- What this task involves
Tally the lines below that hold the string "normal", and give only the tally.

::: Records provided

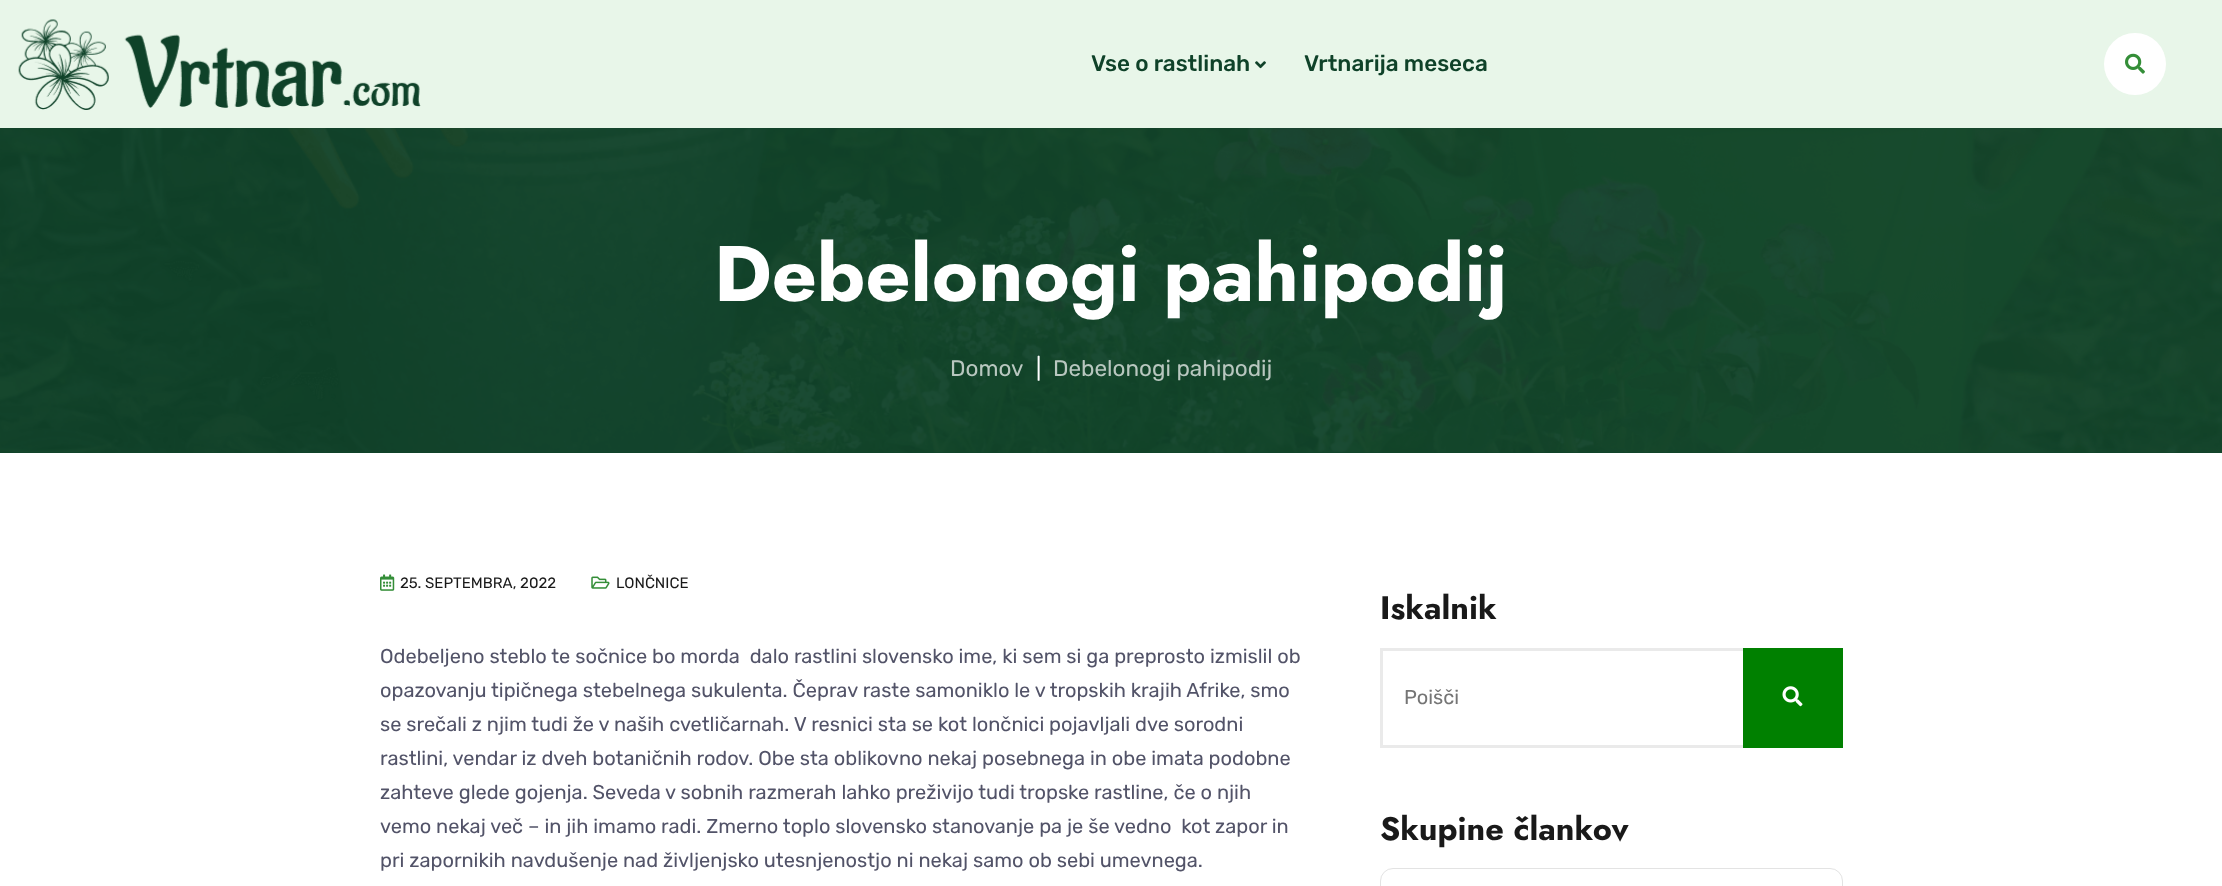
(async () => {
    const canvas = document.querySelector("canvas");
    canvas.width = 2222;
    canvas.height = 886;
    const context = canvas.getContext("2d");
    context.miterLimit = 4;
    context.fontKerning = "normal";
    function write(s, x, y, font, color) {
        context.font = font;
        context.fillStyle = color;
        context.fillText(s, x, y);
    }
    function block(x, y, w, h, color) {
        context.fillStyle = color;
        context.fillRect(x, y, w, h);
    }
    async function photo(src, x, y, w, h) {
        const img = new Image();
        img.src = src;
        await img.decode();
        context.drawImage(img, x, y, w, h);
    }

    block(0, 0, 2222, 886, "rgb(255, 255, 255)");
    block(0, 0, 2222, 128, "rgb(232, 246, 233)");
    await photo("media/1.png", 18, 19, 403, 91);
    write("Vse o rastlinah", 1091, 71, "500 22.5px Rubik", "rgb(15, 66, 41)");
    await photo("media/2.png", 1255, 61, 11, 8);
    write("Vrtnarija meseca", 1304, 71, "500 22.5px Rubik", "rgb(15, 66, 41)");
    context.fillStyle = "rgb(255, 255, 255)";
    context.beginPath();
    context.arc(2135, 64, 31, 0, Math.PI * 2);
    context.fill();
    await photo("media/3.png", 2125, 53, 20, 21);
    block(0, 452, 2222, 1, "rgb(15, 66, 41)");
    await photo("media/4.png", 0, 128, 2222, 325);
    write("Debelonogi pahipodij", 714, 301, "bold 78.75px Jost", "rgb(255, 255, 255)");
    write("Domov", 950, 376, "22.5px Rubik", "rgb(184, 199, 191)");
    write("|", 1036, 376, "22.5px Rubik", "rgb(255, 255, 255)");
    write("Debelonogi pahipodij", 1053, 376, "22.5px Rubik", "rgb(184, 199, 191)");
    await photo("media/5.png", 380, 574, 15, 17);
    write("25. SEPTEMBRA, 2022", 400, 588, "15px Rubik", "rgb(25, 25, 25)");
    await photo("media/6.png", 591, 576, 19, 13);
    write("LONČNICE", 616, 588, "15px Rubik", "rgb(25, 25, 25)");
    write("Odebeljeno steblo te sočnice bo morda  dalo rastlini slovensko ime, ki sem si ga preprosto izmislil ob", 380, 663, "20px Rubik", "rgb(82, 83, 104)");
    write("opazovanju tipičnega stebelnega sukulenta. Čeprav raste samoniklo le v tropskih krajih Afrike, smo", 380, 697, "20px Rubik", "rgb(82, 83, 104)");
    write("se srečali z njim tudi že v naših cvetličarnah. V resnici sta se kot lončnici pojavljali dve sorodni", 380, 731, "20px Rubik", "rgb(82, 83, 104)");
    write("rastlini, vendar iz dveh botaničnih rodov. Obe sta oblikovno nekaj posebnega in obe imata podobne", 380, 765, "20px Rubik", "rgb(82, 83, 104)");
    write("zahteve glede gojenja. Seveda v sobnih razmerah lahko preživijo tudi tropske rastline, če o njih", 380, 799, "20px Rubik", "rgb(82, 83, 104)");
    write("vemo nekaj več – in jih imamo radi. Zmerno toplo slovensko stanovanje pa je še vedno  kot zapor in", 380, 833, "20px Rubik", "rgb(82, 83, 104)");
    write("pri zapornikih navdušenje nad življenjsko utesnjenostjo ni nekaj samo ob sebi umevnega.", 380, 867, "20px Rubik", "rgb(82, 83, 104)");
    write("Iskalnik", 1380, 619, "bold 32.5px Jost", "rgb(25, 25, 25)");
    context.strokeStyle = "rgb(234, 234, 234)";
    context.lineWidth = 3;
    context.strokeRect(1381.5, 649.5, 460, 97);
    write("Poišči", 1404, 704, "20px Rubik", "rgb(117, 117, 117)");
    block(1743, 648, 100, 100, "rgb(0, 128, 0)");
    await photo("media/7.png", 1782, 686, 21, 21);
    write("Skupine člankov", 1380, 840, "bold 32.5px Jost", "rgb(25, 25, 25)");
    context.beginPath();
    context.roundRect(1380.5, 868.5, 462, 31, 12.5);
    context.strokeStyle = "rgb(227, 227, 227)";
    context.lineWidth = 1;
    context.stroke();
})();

::::::
::: Records provided

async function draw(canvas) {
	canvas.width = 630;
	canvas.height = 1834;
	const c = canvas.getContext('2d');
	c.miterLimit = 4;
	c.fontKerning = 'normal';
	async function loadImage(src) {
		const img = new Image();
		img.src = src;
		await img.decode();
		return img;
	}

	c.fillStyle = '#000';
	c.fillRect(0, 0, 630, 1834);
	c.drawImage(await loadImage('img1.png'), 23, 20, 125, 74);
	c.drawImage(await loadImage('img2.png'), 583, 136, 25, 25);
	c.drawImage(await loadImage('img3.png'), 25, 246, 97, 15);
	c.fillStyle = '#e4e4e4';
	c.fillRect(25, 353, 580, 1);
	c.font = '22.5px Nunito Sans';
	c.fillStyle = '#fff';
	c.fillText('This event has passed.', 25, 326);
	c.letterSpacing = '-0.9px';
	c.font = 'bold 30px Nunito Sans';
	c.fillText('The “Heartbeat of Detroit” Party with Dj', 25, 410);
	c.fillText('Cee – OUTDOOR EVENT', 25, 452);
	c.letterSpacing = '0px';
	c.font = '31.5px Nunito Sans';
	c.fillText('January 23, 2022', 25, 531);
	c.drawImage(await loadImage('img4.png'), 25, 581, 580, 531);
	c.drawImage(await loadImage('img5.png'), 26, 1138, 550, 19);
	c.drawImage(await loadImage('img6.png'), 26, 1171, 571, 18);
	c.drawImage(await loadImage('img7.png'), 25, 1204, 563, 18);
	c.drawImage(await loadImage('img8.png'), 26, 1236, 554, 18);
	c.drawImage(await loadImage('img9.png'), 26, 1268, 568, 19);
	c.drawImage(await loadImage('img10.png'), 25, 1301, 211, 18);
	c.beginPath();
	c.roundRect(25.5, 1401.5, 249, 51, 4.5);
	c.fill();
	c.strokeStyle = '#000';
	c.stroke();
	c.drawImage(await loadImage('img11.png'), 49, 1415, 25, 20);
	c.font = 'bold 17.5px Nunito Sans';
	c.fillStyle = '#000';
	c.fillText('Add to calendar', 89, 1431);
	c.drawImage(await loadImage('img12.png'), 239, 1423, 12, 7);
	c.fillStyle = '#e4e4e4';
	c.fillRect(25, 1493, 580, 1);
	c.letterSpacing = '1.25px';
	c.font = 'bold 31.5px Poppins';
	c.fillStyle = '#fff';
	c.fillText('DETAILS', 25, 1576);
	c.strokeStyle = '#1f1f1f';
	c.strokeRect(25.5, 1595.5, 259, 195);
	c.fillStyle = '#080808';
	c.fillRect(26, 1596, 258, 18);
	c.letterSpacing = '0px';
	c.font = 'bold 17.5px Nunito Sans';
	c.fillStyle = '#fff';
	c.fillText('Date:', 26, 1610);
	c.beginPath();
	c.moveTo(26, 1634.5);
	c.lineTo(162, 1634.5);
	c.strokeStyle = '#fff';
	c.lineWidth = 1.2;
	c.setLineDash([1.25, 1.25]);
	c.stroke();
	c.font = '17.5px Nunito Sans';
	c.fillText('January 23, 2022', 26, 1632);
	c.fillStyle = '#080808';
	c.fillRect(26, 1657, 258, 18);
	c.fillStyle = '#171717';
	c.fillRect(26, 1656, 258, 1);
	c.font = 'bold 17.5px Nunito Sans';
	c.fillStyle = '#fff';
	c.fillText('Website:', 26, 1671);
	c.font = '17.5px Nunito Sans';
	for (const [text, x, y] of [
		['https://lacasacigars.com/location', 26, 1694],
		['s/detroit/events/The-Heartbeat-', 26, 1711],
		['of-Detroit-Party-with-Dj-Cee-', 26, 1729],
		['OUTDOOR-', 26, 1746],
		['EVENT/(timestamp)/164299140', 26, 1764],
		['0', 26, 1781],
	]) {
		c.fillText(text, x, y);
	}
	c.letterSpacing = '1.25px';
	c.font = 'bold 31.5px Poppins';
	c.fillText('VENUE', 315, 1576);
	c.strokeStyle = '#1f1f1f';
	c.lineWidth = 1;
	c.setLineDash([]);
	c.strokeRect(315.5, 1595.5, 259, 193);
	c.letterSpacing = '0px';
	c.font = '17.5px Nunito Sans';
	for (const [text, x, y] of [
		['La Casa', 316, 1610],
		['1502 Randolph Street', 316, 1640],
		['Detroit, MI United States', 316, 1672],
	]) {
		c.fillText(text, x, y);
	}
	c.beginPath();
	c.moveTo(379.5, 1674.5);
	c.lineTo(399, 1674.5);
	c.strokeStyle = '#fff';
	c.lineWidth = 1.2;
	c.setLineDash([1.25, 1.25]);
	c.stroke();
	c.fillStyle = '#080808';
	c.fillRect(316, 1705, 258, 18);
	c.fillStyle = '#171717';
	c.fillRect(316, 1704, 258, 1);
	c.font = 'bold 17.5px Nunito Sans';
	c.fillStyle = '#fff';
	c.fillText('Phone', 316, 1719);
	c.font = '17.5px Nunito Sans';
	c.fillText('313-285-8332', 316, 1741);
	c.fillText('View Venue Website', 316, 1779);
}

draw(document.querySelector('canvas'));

::::::

- Output of the exercise
2